Along with the brand new funding, Cred additionally introduced that it’ll provide workers one other ESOP buyback alternative with a cumulative worth of $5 million. “We are committed to a culture of creating wealth for stakeholders and are therefore offering another ESOP buyback opportunity to you,” Shah mentioned. The firm had accomplished its first ESOP buyback programme in January this yr from current and former workers. The buyback was initiated throughout the Series C spherical that noticed the participation of Sequoia Capital, Ribbit Capital, Tiger Global, General Catalyst, Sofina, Coatue, and Satyan Gajwani of Times Internet. According to the corporate, the staff had liquidated their ESOPs collectively price Rs 9 crore.

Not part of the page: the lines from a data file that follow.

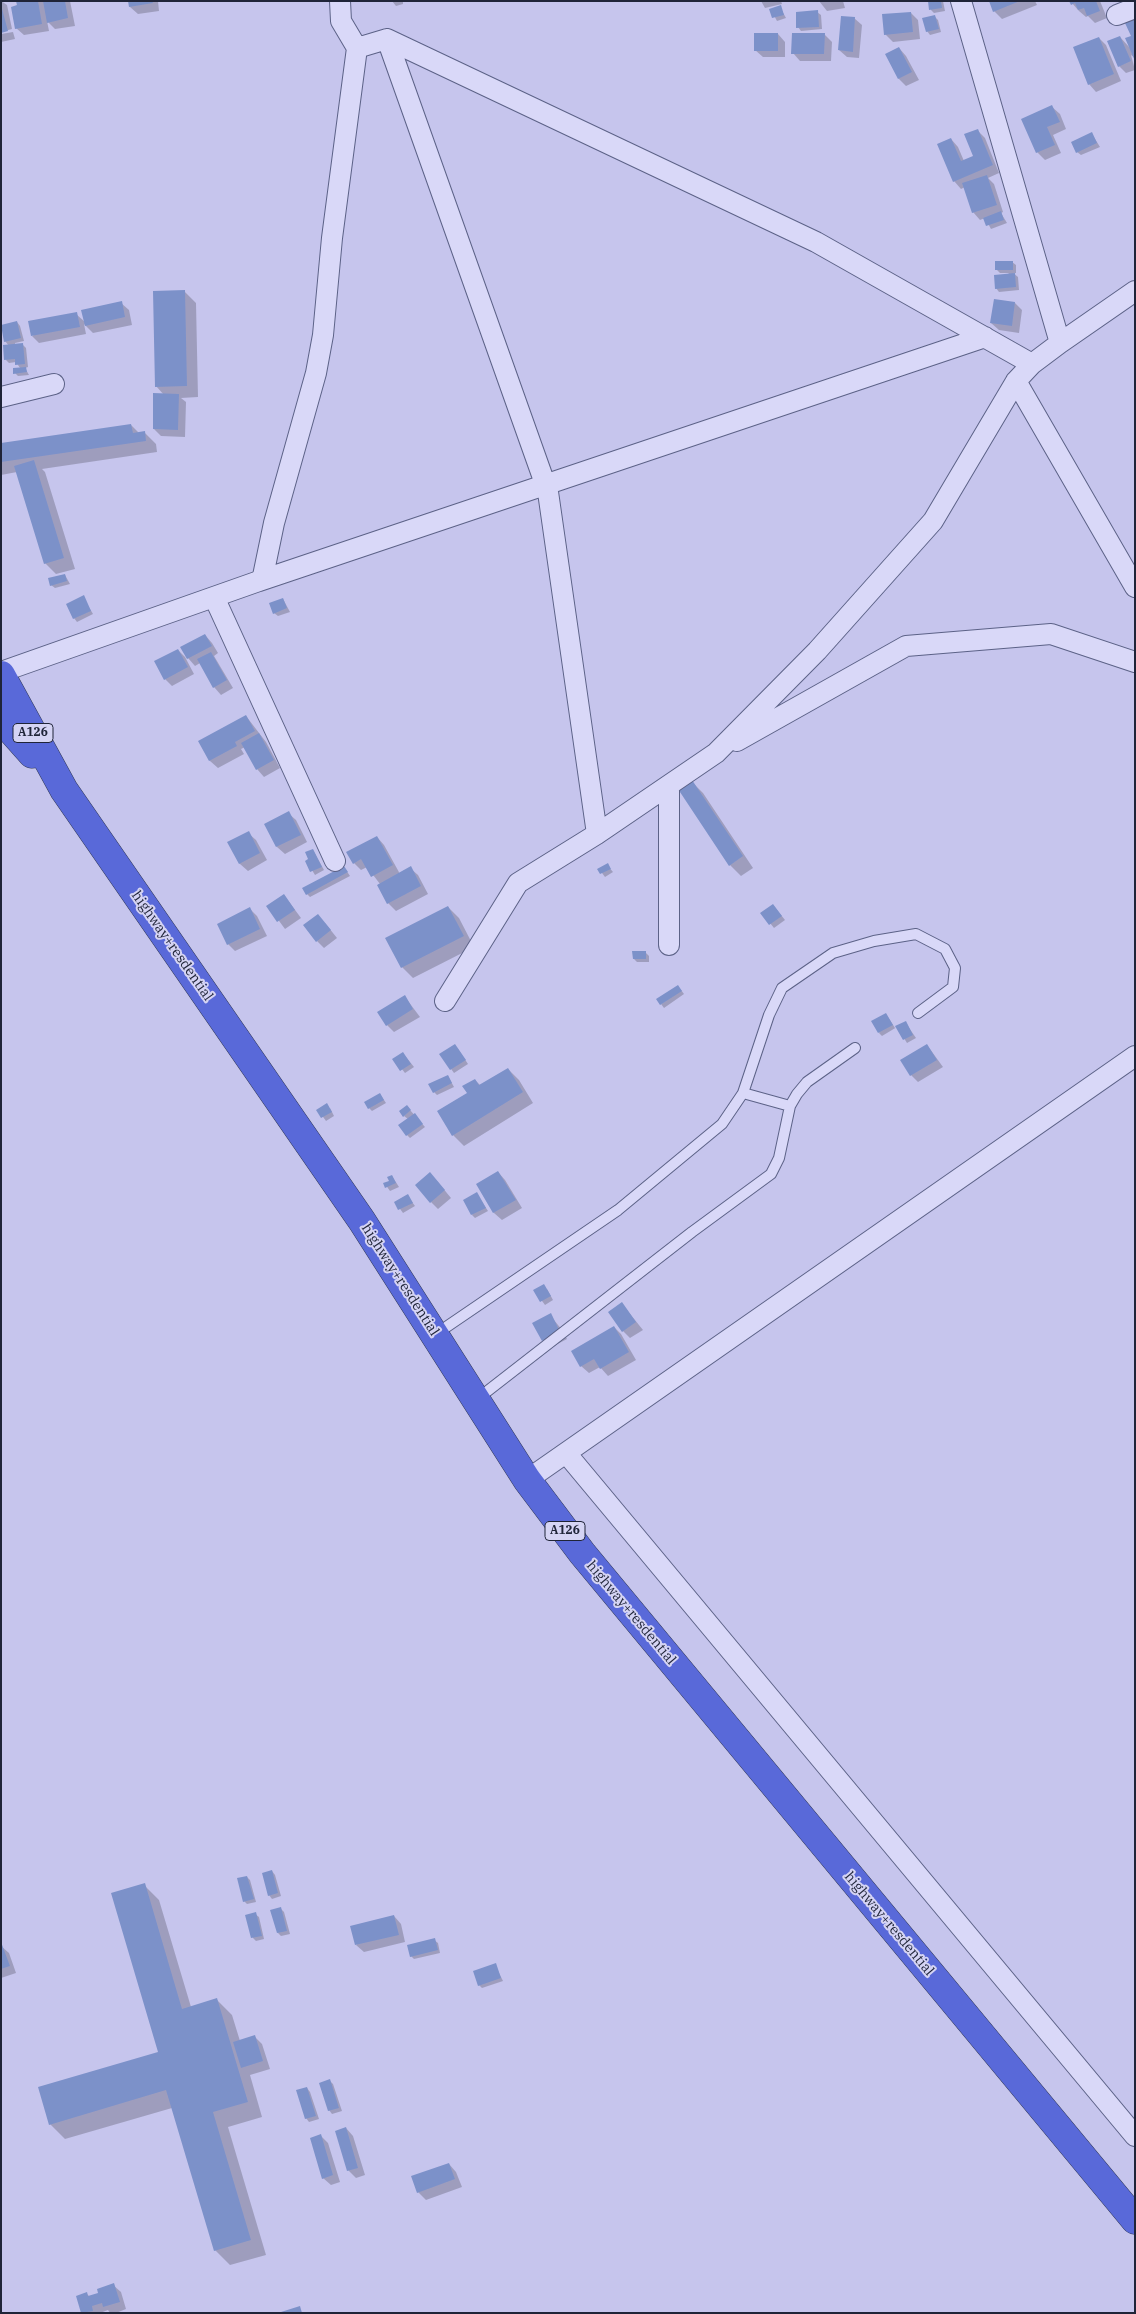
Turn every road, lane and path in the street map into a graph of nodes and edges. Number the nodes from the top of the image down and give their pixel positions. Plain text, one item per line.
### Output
1 (340, 1) edge
2 (961, 1) edge
3 (387, 39) junction
4 (357, 48) junction
5 (1135, 291) edge
6 (984, 337) junction
7 (1060, 343) junction
8 (1032, 364) junction
9 (1016, 381) junction
10 (54, 384) dead end
11 (1, 397) edge
12 (545, 485) junction
13 (259, 581) junction
14 (1135, 587) edge
15 (214, 597) junction
16 (1135, 662) edge
17 (1, 674) edge
18 (1, 720) edge
19 (716, 753) junction
20 (669, 786) junction
21 (64, 790) junction
22 (598, 834) junction
23 (335, 861) dead end
24 (669, 944) dead end
25 (445, 1001) dead end
26 (918, 1013) dead end
27 (855, 1048) dead end
28 (1135, 1056) edge
29 (743, 1093) junction
30 (790, 1106) junction
31 (435, 1334) junction
32 (475, 1401) junction
33 (566, 1453) junction
34 (527, 1480) junction
35 (1135, 2136) edge
36 (1135, 2220) edge

1 - 4 street
2 - 7 street
3 - 4 street
3 - 6 street
3 - 12 street
4 - 13 street
5 - 7 street
6 - 8 street
6 - 12 street
7 - 8 street
8 - 9 street
9 - 14 street
9 - 19 street
10 - 11 street
12 - 13 street
12 - 22 street
13 - 15 street
15 - 17 street
15 - 23 street
16 - 19 street
17 - 21 highway, A126
18 - 21 highway, A126
19 - 20 street
20 - 22 street
20 - 24 street
21 - 31 highway, highway+resdential / A126
22 - 25 street
26 - 29 lane
27 - 30 lane
28 - 33 street
29 - 30 lane
29 - 31 lane
30 - 32 lane
31 - 32 highway, highway+resdential / A126
32 - 34 highway, highway+resdential / A126
33 - 34 street
33 - 35 street
34 - 36 highway, highway+resdential / A126

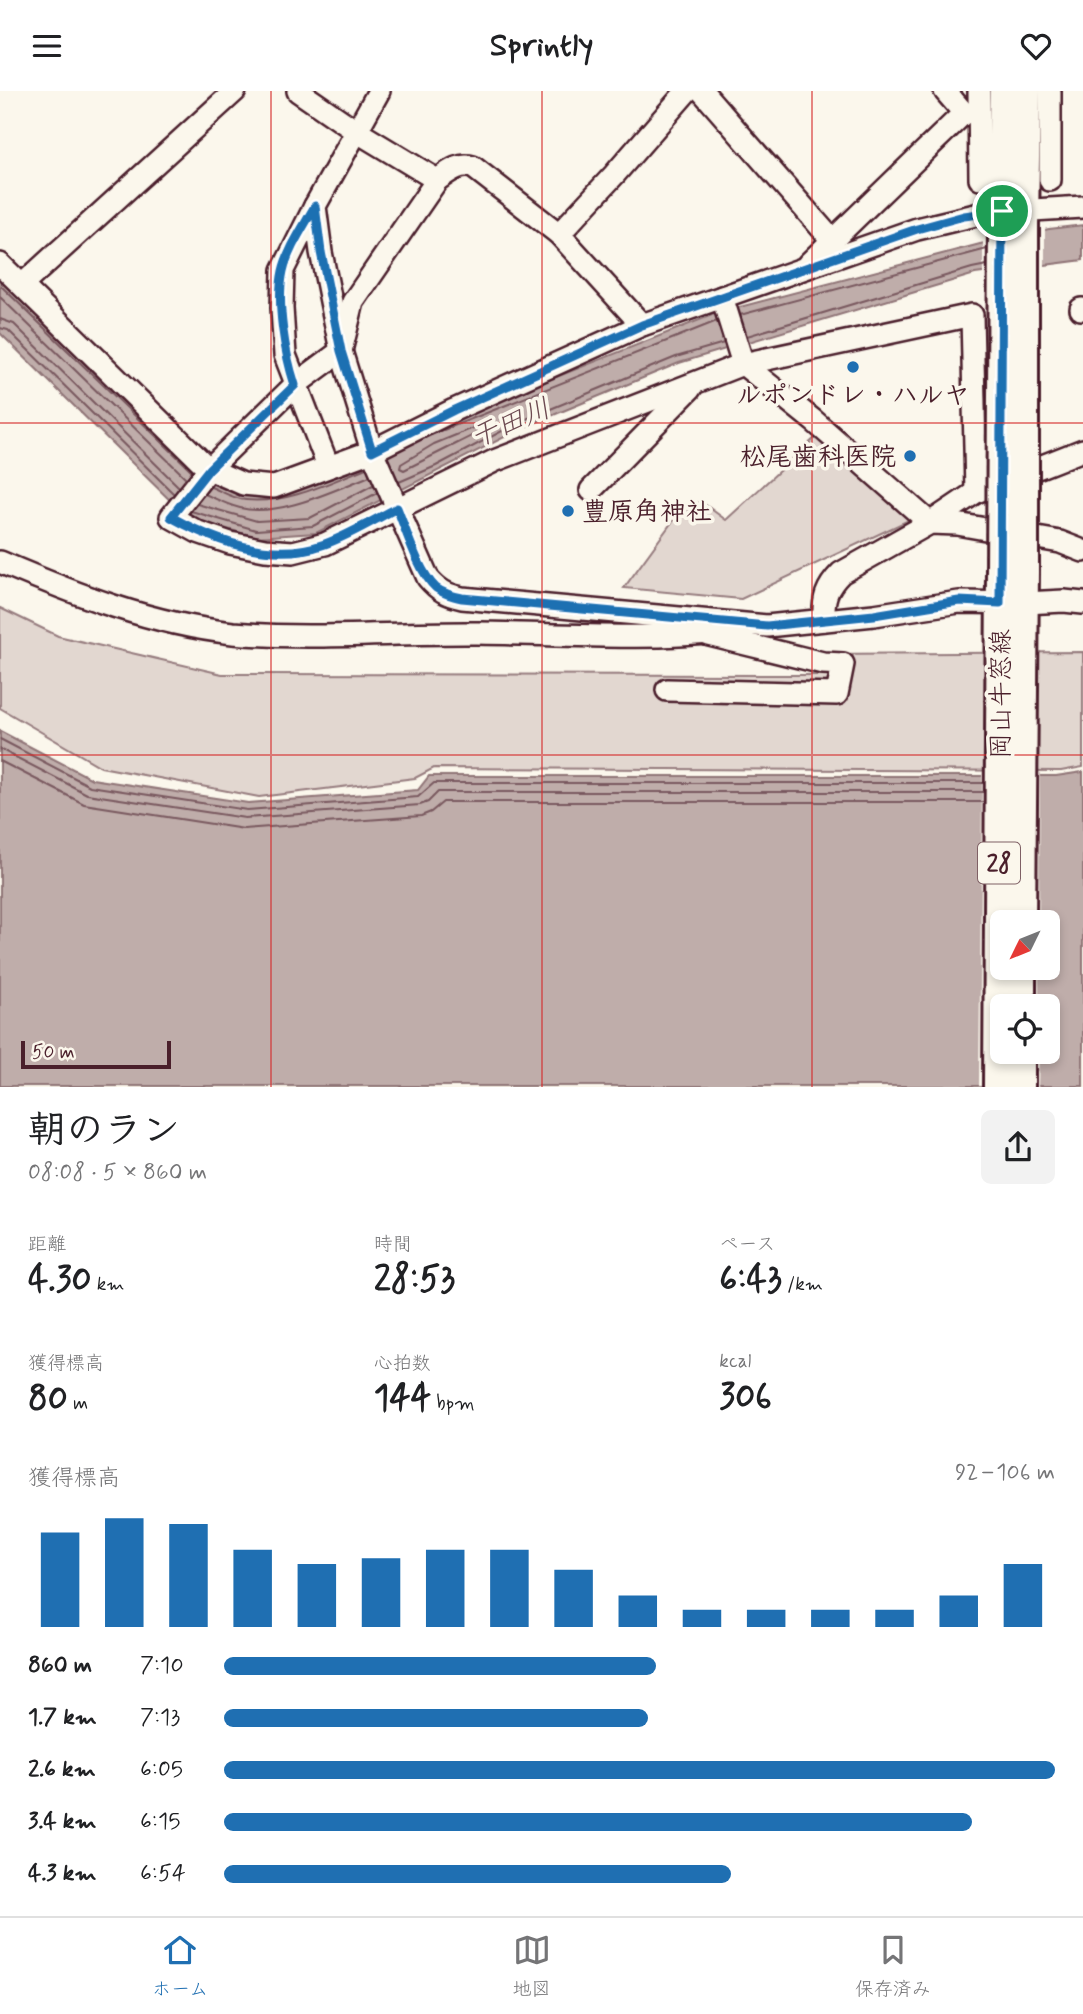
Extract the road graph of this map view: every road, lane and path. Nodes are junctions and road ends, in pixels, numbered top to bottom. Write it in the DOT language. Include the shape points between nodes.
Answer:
graph roads {
  1 [pos="235,91"];
  2 [pos="298,91"];
  3 [pos="379,91"];
  4 [pos="687,91"];
  5 [pos="702,91"];
  6 [pos="945,91"];
  7 [pos="1003,91"];
  8 [pos="1027,91"];
  9 [pos="1050,91"];
  10 [pos="974,103"];
  11 [pos="356,131"];
  12 [pos="980,179"];
  13 [pos="437,180"];
  14 [pos="1050,180"];
  15 [pos="315,206"];
  16 [pos="1083,207"];
  17 [pos="1014,217"];
  18 [pos="559,234"];
  19 [pos="832,240"];
  20 [pos="0,264"];
  21 [pos="804,268"];
  22 [pos="22,285"];
  23 [pos="723,301"];
  24 [pos="642,325"];
  25 [pos="341,351"];
  26 [pos="742,361"];
  27 [pos="696,383"];
  28 [pos="295,385"];
  29 [pos="1083,450"];
  30 [pos="374,455"];
  31 [pos="328,466"];
  32 [pos="206,472"];
  33 [pos="592,490"];
  34 [pos="976,492"];
  35 [pos="394,501"];
  36 [pos="930,523"];
  37 [pos="1083,551"];
  38 [pos="0,562"];
  39 [pos="1013,603"];
  40 [pos="1083,603"];
  41 [pos="824,620"];
  42 [pos="767,626"];
  43 [pos="703,634"];
  44 [pos="1013,639"];
  45 [pos="667,690"];
  46 [pos="1022,910"];
  47 [pos="1021,1064"];
  48 [pos="997,1087"];
  49 [pos="1021,1087"];
  1 -- 22 [label="street"];
  2 -- 11 [label="street"];
  3 -- 11 [label="street"];
  4 -- 18 [label="street"];
  5 -- 19 [label="street"];
  6 -- 10 [label="street"];
  7 -- 17 [label="main road, 岡山牛窓線 / 28"];
  8 -- 17 [label="main road, 岡山牛窓線 / 28"];
  9 -- 14 [label="street"];
  10 -- 12 [label="street"];
  10 -- 19 [label="street"];
  11 -- 13 [label="street"];
  11 -- 15 [label="street"];
  13 -- 18 [label="street" via="462,165 474,167"];
  13 -- 25 [label="street" via="353,302"];
  15 -- 25 [label="street"];
  15 -- 28 [label="street" via="283,270 285,355"];
  16 -- 17 [label="street"];
  17 -- 21 [label="street" via="964,216"];
  17 -- 39 [label="main road, 岡山牛窓線 / 28, bridge"];
  18 -- 24 [label="street"];
  19 -- 21 [label="street"];
  20 -- 22 [label="street"];
  21 -- 23 [label="street"];
  22 -- 32 [label="street"];
  23 -- 24 [label="street"];
  23 -- 26 [label="street"];
  24 -- 30 [label="street" via="454,410"];
  25 -- 28 [label="street"];
  25 -- 30 [label="street"];
  26 -- 27 [label="street"];
  26 -- 34 [label="street" via="972,315"];
  26 -- 36 [label="street"];
  27 -- 33 [label="street"];
  27 -- 35 [label="street"];
  28 -- 31 [label="street"];
  28 -- 32 [label="street"];
  29 -- 34 [label="street"];
  30 -- 31 [label="street"];
  30 -- 35 [label="street"];
  31 -- 32 [label="street" via="274,487 243,484"];
  32 -- 35 [label="street" via="171,517 220,540 265,550 293,552 325,544"];
  34 -- 36 [label="street"];
  35 -- 42 [label="street" via="428,578 449,595"];
  36 -- 37 [label="street" via="1048,540"];
  36 -- 41 [label="street" via="841,573 823,599"];
  38 -- 43 [label="street" via="139,615 233,632"];
  39 -- 40 [label="street"];
  39 -- 41 [label="street" via="959,601"];
  39 -- 44 [label="main road, 岡山牛窓線 / 28"];
  41 -- 42 [label="street"];
  42 -- 43 [label="street"];
  43 -- 45 [label="street" via="844,664 837,694"];
  44 -- 46 [label="main road, 岡山牛窓線 / 28"];
  44 -- 48 [label="main road, 岡山牛窓線 / 28"];
  47 -- 49 [label="main road"];
}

Cred had reported Rs 18 crore in annual revenue in FY20 up from Rs 3 crore in FY19 whilst its losses grew to Rs 360 crore from Rs 60.86 crore, in accordance to the regulatory submitting sourced from Tofler. India’s bank card consumer base had reached 47 million in 2019 and is probably going to develop at a CAGR of over 25 per cent throughout the 2020-2025 interval on the again of the rising recognition of bank cards and the rising development of buying merchandise first and paying later, in accordance to TechSci Research. While the market is smaller compared to the debit card, nonetheless, it’s anticipated to see a big rise within the coming years.